Work instructions:
Nothing in the data may be changed; retype all of it.

Source data:
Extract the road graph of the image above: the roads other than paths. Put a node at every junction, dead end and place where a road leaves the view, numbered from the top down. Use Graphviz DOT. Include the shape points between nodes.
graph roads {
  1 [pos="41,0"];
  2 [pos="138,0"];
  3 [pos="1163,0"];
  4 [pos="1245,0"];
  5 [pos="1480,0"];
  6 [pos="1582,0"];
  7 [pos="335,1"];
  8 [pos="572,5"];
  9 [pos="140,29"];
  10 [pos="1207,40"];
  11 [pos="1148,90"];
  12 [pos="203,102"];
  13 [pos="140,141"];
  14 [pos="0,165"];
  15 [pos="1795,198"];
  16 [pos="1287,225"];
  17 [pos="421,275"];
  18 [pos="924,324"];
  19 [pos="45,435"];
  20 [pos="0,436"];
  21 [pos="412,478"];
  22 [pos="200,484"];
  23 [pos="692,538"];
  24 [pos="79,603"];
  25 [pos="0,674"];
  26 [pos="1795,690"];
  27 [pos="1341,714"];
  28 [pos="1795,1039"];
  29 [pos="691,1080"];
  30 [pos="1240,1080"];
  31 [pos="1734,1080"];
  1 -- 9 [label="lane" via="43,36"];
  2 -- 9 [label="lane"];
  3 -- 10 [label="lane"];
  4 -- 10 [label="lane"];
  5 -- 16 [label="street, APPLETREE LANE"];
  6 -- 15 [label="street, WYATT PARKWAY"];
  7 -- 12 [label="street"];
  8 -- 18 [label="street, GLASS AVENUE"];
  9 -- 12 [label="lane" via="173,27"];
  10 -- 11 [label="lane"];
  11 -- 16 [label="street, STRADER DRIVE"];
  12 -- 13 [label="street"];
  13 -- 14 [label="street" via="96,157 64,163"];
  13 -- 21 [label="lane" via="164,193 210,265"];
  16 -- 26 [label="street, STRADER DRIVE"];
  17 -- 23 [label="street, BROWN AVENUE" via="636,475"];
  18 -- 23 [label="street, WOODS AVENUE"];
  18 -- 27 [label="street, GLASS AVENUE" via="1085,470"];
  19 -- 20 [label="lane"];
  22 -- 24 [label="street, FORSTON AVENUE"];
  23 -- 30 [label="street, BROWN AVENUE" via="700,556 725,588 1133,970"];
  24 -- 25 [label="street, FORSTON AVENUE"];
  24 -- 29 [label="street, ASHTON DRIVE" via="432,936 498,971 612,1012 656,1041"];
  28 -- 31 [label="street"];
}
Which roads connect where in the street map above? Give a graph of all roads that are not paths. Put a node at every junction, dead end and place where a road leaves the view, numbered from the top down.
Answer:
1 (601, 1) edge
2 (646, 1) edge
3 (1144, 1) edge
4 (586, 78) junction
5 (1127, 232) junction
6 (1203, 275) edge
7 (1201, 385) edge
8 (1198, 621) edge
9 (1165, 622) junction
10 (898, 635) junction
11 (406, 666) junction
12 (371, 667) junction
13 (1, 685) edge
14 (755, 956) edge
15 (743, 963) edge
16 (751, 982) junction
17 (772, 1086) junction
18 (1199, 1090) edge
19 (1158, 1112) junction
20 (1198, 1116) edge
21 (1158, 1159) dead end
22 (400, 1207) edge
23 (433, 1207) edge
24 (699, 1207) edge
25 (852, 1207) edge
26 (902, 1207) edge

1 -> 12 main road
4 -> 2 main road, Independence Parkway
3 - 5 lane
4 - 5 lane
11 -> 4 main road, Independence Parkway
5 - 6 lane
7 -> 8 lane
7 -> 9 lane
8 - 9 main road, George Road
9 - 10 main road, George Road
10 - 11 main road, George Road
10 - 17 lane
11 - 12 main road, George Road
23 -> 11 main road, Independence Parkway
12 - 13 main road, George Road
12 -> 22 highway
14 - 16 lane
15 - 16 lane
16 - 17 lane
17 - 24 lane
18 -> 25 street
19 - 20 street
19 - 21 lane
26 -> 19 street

Output of the exercise:
Extract the road graph of the image above: the roads other than paths. Put a node at every junction, dead end and place where a road leaves the view, numbered from the top down. Use Graphviz DOT. Include the shape points between nodes.
graph roads {
  1 [pos="41,0"];
  2 [pos="138,0"];
  3 [pos="1163,0"];
  4 [pos="1245,0"];
  5 [pos="1480,0"];
  6 [pos="1582,0"];
  7 [pos="335,1"];
  8 [pos="572,5"];
  9 [pos="140,29"];
  10 [pos="1207,40"];
  11 [pos="1148,90"];
  12 [pos="203,102"];
  13 [pos="140,141"];
  14 [pos="0,165"];
  15 [pos="1795,198"];
  16 [pos="1287,225"];
  17 [pos="421,275"];
  18 [pos="924,324"];
  19 [pos="45,435"];
  20 [pos="0,436"];
  21 [pos="412,478"];
  22 [pos="200,484"];
  23 [pos="692,538"];
  24 [pos="79,603"];
  25 [pos="0,674"];
  26 [pos="1795,690"];
  27 [pos="1341,714"];
  28 [pos="1795,1039"];
  29 [pos="691,1080"];
  30 [pos="1240,1080"];
  31 [pos="1734,1080"];
  1 -- 9 [label="lane" via="43,36"];
  2 -- 9 [label="lane"];
  3 -- 10 [label="lane"];
  4 -- 10 [label="lane"];
  5 -- 16 [label="street, APPLETREE LANE"];
  6 -- 15 [label="street, WYATT PARKWAY"];
  7 -- 12 [label="street"];
  8 -- 18 [label="street, GLASS AVENUE"];
  9 -- 12 [label="lane" via="173,27"];
  10 -- 11 [label="lane"];
  11 -- 16 [label="street, STRADER DRIVE"];
  12 -- 13 [label="street"];
  13 -- 14 [label="street" via="96,157 64,163"];
  13 -- 21 [label="lane" via="164,193 210,265"];
  16 -- 26 [label="street, STRADER DRIVE"];
  17 -- 23 [label="street, BROWN AVENUE" via="636,475"];
  18 -- 23 [label="street, WOODS AVENUE"];
  18 -- 27 [label="street, GLASS AVENUE" via="1085,470"];
  19 -- 20 [label="lane"];
  22 -- 24 [label="street, FORSTON AVENUE"];
  23 -- 30 [label="street, BROWN AVENUE" via="700,556 725,588 1133,970"];
  24 -- 25 [label="street, FORSTON AVENUE"];
  24 -- 29 [label="street, ASHTON DRIVE" via="432,936 498,971 612,1012 656,1041"];
  28 -- 31 [label="street"];
}
Which roads connect where in the street map above? Give a graph of all roads that are not paths. Put a node at every junction, dead end and place where a road leaves the view, numbered from the top down.
Answer:
1 (601, 1) edge
2 (646, 1) edge
3 (1144, 1) edge
4 (586, 78) junction
5 (1127, 232) junction
6 (1203, 275) edge
7 (1201, 385) edge
8 (1198, 621) edge
9 (1165, 622) junction
10 (898, 635) junction
11 (406, 666) junction
12 (371, 667) junction
13 (1, 685) edge
14 (755, 956) edge
15 (743, 963) edge
16 (751, 982) junction
17 (772, 1086) junction
18 (1199, 1090) edge
19 (1158, 1112) junction
20 (1198, 1116) edge
21 (1158, 1159) dead end
22 (400, 1207) edge
23 (433, 1207) edge
24 (699, 1207) edge
25 (852, 1207) edge
26 (902, 1207) edge

1 -> 12 main road
4 -> 2 main road, Independence Parkway
3 - 5 lane
4 - 5 lane
11 -> 4 main road, Independence Parkway
5 - 6 lane
7 -> 8 lane
7 -> 9 lane
8 - 9 main road, George Road
9 - 10 main road, George Road
10 - 11 main road, George Road
10 - 17 lane
11 - 12 main road, George Road
23 -> 11 main road, Independence Parkway
12 - 13 main road, George Road
12 -> 22 highway
14 - 16 lane
15 - 16 lane
16 - 17 lane
17 - 24 lane
18 -> 25 street
19 - 20 street
19 - 21 lane
26 -> 19 street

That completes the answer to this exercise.